*** Opening Stored data ***

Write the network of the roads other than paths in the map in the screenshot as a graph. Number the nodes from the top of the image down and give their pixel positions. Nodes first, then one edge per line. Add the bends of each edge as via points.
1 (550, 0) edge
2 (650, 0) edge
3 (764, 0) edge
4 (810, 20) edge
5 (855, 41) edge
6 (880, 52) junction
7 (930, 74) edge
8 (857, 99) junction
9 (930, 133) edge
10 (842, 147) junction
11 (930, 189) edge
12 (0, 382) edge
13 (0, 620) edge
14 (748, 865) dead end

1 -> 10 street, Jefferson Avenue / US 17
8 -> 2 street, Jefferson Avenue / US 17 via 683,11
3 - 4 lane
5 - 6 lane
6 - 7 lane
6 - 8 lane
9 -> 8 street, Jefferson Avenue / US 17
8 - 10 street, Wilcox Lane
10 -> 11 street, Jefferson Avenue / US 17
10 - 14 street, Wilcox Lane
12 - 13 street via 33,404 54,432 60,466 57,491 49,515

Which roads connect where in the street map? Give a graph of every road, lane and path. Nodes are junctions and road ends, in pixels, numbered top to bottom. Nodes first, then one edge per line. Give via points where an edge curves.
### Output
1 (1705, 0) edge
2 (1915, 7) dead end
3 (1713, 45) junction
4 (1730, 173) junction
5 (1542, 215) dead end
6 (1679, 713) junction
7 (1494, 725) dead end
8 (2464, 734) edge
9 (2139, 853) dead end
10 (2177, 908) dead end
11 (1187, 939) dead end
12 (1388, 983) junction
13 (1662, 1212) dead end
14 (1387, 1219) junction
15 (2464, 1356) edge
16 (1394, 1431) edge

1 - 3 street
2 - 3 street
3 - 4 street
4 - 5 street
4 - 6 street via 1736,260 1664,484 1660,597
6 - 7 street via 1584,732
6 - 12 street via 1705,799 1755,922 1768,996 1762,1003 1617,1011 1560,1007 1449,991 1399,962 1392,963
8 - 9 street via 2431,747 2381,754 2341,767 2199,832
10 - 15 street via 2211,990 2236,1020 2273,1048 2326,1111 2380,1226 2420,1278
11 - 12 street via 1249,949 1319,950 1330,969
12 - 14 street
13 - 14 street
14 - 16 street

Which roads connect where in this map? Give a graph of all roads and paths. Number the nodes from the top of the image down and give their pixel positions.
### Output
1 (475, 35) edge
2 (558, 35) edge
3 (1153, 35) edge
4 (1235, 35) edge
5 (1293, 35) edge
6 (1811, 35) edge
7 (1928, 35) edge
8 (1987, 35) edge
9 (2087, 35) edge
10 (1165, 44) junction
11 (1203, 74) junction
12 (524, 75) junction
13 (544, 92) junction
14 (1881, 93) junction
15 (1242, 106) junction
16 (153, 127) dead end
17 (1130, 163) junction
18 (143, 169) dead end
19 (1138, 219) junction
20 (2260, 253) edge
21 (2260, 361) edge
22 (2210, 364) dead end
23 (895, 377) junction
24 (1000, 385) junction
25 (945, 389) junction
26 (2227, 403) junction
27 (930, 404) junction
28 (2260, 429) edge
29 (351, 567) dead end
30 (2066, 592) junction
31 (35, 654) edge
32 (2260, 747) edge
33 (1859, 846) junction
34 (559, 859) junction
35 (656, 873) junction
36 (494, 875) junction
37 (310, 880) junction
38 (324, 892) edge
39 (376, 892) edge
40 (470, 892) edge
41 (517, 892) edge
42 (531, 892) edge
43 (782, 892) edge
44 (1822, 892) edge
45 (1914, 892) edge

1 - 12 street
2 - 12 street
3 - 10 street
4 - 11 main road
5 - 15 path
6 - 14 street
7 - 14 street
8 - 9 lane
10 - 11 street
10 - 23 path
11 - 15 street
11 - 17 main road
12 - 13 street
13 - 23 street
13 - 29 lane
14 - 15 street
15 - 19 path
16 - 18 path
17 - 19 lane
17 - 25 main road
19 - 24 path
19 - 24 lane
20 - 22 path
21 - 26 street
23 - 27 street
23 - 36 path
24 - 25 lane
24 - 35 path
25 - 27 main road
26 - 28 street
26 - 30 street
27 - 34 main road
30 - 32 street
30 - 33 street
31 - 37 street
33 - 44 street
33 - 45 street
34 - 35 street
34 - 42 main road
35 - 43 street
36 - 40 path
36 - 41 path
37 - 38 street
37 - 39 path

*** Closing Stored data ***

Exercise:
Extract every record. Keep wording exact.

Result for this task:
Write the network of the roads other than paths in the map in the screenshot as a graph. Number the nodes from the top of the image down and give their pixel positions. Nodes first, then one edge per line. Add the bends of each edge as via points.
1 (550, 0) edge
2 (650, 0) edge
3 (764, 0) edge
4 (810, 20) edge
5 (855, 41) edge
6 (880, 52) junction
7 (930, 74) edge
8 (857, 99) junction
9 (930, 133) edge
10 (842, 147) junction
11 (930, 189) edge
12 (0, 382) edge
13 (0, 620) edge
14 (748, 865) dead end

1 -> 10 street, Jefferson Avenue / US 17
8 -> 2 street, Jefferson Avenue / US 17 via 683,11
3 - 4 lane
5 - 6 lane
6 - 7 lane
6 - 8 lane
9 -> 8 street, Jefferson Avenue / US 17
8 - 10 street, Wilcox Lane
10 -> 11 street, Jefferson Avenue / US 17
10 - 14 street, Wilcox Lane
12 - 13 street via 33,404 54,432 60,466 57,491 49,515

Which roads connect where in the street map? Give a graph of every road, lane and path. Nodes are junctions and road ends, in pixels, numbered top to bottom. Nodes first, then one edge per line. Give via points where an edge curves.
### Output
1 (1705, 0) edge
2 (1915, 7) dead end
3 (1713, 45) junction
4 (1730, 173) junction
5 (1542, 215) dead end
6 (1679, 713) junction
7 (1494, 725) dead end
8 (2464, 734) edge
9 (2139, 853) dead end
10 (2177, 908) dead end
11 (1187, 939) dead end
12 (1388, 983) junction
13 (1662, 1212) dead end
14 (1387, 1219) junction
15 (2464, 1356) edge
16 (1394, 1431) edge

1 - 3 street
2 - 3 street
3 - 4 street
4 - 5 street
4 - 6 street via 1736,260 1664,484 1660,597
6 - 7 street via 1584,732
6 - 12 street via 1705,799 1755,922 1768,996 1762,1003 1617,1011 1560,1007 1449,991 1399,962 1392,963
8 - 9 street via 2431,747 2381,754 2341,767 2199,832
10 - 15 street via 2211,990 2236,1020 2273,1048 2326,1111 2380,1226 2420,1278
11 - 12 street via 1249,949 1319,950 1330,969
12 - 14 street
13 - 14 street
14 - 16 street

Which roads connect where in this map? Give a graph of all roads and paths. Number the nodes from the top of the image down and give their pixel positions.
### Output
1 (475, 35) edge
2 (558, 35) edge
3 (1153, 35) edge
4 (1235, 35) edge
5 (1293, 35) edge
6 (1811, 35) edge
7 (1928, 35) edge
8 (1987, 35) edge
9 (2087, 35) edge
10 (1165, 44) junction
11 (1203, 74) junction
12 (524, 75) junction
13 (544, 92) junction
14 (1881, 93) junction
15 (1242, 106) junction
16 (153, 127) dead end
17 (1130, 163) junction
18 (143, 169) dead end
19 (1138, 219) junction
20 (2260, 253) edge
21 (2260, 361) edge
22 (2210, 364) dead end
23 (895, 377) junction
24 (1000, 385) junction
25 (945, 389) junction
26 (2227, 403) junction
27 (930, 404) junction
28 (2260, 429) edge
29 (351, 567) dead end
30 (2066, 592) junction
31 (35, 654) edge
32 (2260, 747) edge
33 (1859, 846) junction
34 (559, 859) junction
35 (656, 873) junction
36 (494, 875) junction
37 (310, 880) junction
38 (324, 892) edge
39 (376, 892) edge
40 (470, 892) edge
41 (517, 892) edge
42 (531, 892) edge
43 (782, 892) edge
44 (1822, 892) edge
45 (1914, 892) edge

1 - 12 street
2 - 12 street
3 - 10 street
4 - 11 main road
5 - 15 path
6 - 14 street
7 - 14 street
8 - 9 lane
10 - 11 street
10 - 23 path
11 - 15 street
11 - 17 main road
12 - 13 street
13 - 23 street
13 - 29 lane
14 - 15 street
15 - 19 path
16 - 18 path
17 - 19 lane
17 - 25 main road
19 - 24 path
19 - 24 lane
20 - 22 path
21 - 26 street
23 - 27 street
23 - 36 path
24 - 25 lane
24 - 35 path
25 - 27 main road
26 - 28 street
26 - 30 street
27 - 34 main road
30 - 32 street
30 - 33 street
31 - 37 street
33 - 44 street
33 - 45 street
34 - 35 street
34 - 42 main road
35 - 43 street
36 - 40 path
36 - 41 path
37 - 38 street
37 - 39 path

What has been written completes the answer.